* WHAT THE TASK ASKS
Run through the data and copy out every line that mentions the word "from".

* RECORDS FOR THE TASK
++++++++++++++++++++
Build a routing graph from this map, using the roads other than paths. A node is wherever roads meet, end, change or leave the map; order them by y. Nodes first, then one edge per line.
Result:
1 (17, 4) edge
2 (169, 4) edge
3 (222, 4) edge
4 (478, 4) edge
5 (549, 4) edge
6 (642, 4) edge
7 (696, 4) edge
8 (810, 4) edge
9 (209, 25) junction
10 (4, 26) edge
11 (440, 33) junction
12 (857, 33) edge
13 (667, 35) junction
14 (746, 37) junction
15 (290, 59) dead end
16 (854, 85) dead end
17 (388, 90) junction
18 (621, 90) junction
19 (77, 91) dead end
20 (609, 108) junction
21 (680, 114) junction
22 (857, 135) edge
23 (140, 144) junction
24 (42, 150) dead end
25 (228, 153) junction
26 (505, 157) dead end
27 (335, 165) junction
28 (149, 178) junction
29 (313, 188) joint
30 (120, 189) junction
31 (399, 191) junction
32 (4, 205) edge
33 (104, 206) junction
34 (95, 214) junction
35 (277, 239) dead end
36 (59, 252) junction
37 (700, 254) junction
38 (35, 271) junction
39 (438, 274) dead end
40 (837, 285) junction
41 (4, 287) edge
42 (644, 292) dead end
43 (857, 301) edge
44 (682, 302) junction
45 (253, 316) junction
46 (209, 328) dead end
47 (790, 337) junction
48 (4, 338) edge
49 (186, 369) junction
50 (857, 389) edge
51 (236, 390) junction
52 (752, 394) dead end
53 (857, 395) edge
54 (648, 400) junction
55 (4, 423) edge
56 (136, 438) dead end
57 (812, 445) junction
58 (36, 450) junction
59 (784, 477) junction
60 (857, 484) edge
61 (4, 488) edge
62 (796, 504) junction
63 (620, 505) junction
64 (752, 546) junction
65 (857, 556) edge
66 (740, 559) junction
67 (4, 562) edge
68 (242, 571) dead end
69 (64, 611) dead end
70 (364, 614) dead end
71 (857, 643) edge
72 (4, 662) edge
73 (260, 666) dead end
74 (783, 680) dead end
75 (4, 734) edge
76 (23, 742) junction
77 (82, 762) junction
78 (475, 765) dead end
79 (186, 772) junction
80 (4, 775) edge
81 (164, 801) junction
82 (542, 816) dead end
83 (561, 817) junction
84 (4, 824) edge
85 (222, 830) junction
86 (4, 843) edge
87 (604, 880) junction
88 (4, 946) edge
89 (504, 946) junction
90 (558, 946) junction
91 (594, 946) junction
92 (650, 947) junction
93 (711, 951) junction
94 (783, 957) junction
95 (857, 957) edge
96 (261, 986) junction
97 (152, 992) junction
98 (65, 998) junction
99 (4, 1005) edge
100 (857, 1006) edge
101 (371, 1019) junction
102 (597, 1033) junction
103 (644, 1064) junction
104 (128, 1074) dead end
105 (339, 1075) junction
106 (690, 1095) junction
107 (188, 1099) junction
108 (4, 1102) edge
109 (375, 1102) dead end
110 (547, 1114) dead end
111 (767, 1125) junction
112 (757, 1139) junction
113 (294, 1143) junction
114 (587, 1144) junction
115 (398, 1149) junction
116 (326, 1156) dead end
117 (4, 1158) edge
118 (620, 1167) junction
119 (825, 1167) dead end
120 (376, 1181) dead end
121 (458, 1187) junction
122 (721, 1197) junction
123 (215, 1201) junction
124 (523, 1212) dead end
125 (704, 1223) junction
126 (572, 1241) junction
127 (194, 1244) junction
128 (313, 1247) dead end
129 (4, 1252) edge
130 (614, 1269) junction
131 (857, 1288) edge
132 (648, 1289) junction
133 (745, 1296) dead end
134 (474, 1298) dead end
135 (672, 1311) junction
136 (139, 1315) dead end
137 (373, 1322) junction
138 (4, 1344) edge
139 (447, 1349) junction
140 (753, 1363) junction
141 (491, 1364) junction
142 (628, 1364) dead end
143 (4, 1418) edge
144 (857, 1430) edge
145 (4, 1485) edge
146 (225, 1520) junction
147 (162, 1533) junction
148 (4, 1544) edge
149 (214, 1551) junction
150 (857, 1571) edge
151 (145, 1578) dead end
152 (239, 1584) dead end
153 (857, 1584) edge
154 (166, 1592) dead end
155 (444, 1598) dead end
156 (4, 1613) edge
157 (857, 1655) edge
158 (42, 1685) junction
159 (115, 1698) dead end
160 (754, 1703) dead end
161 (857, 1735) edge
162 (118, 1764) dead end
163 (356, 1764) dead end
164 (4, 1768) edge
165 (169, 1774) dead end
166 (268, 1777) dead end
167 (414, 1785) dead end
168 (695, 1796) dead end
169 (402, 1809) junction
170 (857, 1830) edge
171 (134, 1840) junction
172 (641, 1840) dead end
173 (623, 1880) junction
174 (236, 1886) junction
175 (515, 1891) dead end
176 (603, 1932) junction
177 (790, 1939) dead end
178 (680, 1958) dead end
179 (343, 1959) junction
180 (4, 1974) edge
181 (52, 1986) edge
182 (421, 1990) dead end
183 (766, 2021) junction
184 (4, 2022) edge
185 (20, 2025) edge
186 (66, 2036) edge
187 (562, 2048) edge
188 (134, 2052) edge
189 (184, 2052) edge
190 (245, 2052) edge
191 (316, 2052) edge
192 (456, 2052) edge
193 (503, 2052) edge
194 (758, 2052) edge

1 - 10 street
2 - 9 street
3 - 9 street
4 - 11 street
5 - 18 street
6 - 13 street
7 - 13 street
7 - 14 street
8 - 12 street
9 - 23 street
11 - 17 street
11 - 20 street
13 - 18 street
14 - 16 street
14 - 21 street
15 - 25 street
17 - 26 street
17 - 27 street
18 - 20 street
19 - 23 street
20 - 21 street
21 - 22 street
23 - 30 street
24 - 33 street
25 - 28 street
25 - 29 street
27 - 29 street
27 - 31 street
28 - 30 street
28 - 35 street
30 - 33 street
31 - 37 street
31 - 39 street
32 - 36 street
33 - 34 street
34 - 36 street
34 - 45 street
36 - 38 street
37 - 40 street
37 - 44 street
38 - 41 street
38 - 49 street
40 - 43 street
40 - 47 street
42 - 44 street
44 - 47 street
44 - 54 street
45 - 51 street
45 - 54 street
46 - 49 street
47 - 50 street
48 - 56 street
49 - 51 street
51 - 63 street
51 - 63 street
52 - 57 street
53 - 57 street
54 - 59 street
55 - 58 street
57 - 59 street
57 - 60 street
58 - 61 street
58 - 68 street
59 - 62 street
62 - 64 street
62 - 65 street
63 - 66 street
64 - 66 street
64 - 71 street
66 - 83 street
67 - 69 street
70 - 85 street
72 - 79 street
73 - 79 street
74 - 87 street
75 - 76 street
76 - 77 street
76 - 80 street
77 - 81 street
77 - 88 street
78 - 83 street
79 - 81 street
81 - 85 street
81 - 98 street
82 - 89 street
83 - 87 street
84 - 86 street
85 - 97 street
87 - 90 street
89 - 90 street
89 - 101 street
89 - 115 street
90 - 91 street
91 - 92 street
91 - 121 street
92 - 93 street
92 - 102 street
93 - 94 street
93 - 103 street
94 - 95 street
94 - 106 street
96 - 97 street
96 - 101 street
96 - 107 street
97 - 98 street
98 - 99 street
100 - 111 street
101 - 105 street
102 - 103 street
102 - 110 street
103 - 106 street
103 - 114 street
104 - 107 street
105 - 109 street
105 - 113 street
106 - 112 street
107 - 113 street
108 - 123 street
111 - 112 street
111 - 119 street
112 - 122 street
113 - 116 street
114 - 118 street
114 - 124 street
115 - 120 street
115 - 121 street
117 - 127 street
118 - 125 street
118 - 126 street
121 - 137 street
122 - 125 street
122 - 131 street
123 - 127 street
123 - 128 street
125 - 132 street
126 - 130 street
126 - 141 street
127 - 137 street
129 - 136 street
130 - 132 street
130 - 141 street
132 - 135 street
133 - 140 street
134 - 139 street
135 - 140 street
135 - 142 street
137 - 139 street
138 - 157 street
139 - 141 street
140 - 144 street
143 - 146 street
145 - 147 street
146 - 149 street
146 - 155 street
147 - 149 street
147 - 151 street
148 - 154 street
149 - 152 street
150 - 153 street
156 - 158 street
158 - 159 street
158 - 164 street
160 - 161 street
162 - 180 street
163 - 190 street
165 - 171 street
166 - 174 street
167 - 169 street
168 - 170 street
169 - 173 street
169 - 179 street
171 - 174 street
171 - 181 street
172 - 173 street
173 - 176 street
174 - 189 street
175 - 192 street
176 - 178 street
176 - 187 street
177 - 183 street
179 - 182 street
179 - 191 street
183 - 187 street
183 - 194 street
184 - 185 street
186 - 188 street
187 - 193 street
++++++++++++++++++++
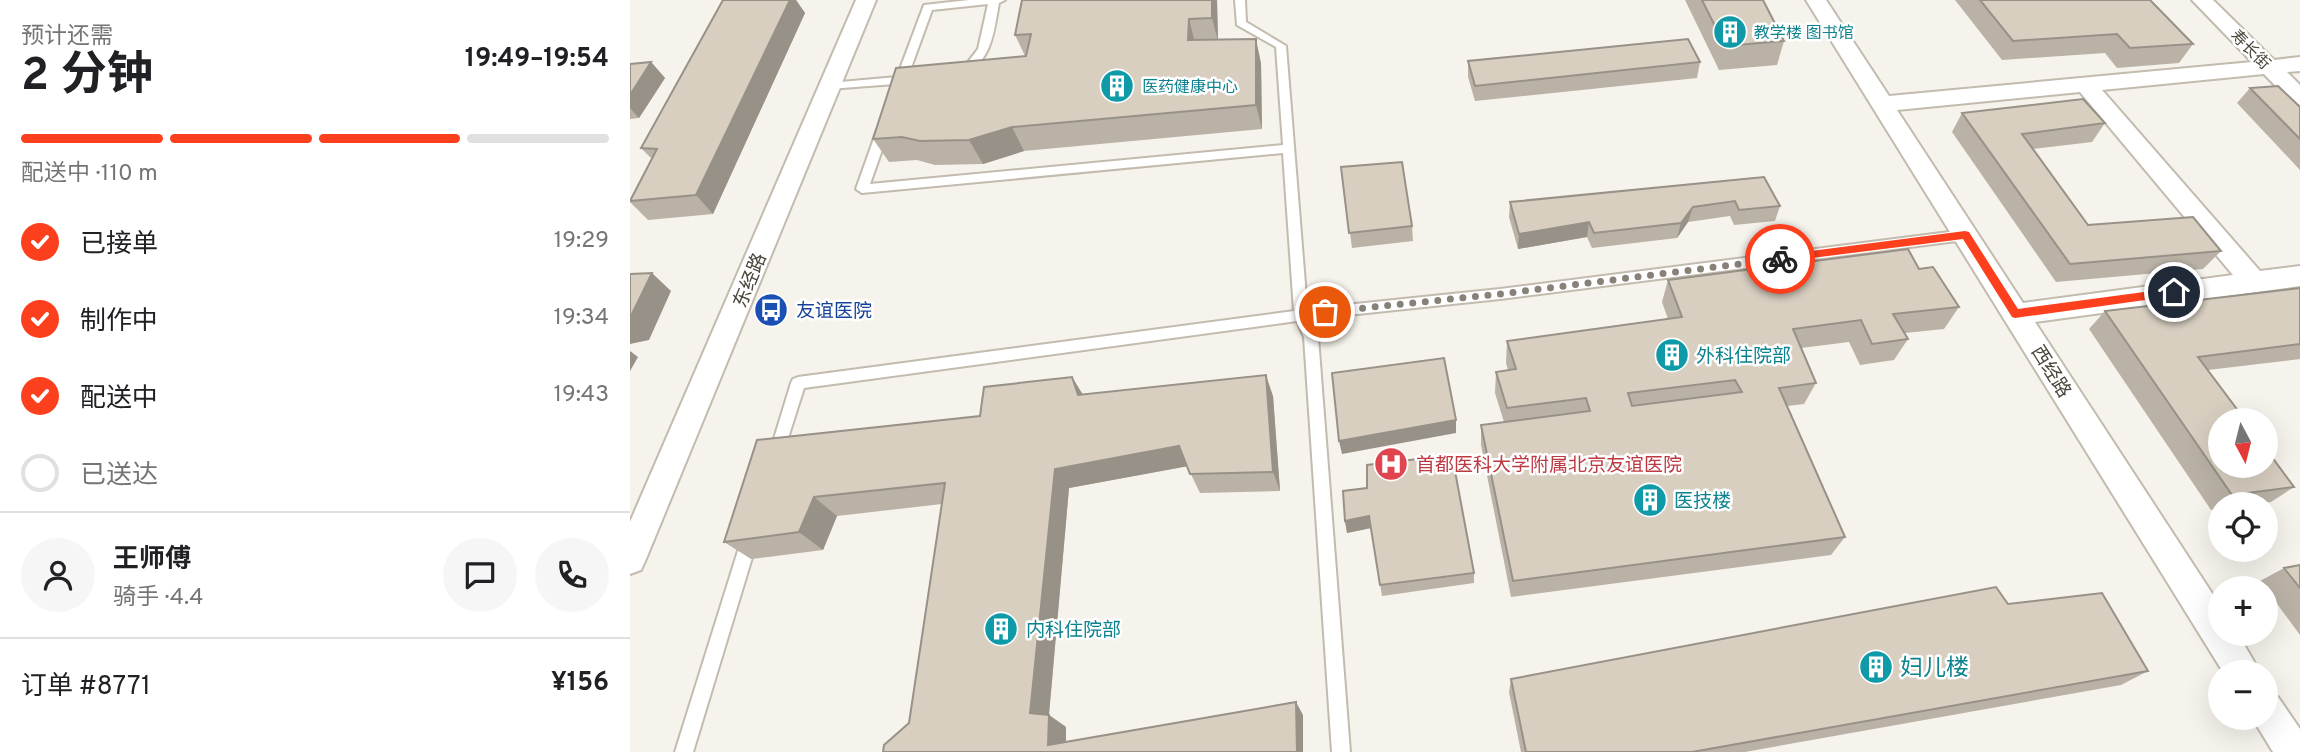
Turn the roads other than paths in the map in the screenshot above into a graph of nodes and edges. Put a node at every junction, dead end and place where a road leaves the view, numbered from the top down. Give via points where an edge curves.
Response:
++++++++++++++++++++
* RESULT OF THIS TASK
Build a routing graph from this map, using the roads other than paths. A node is wherever roads meet, end, change or leave the map; order them by y. Nodes first, then one edge per line.
Turn the roads other than paths in the map in the screenshot above into a graph of nodes and edges. Put a node at every junction, dead end and place where a road leaves the view, numbered from the top down. Give via points where an edge curves.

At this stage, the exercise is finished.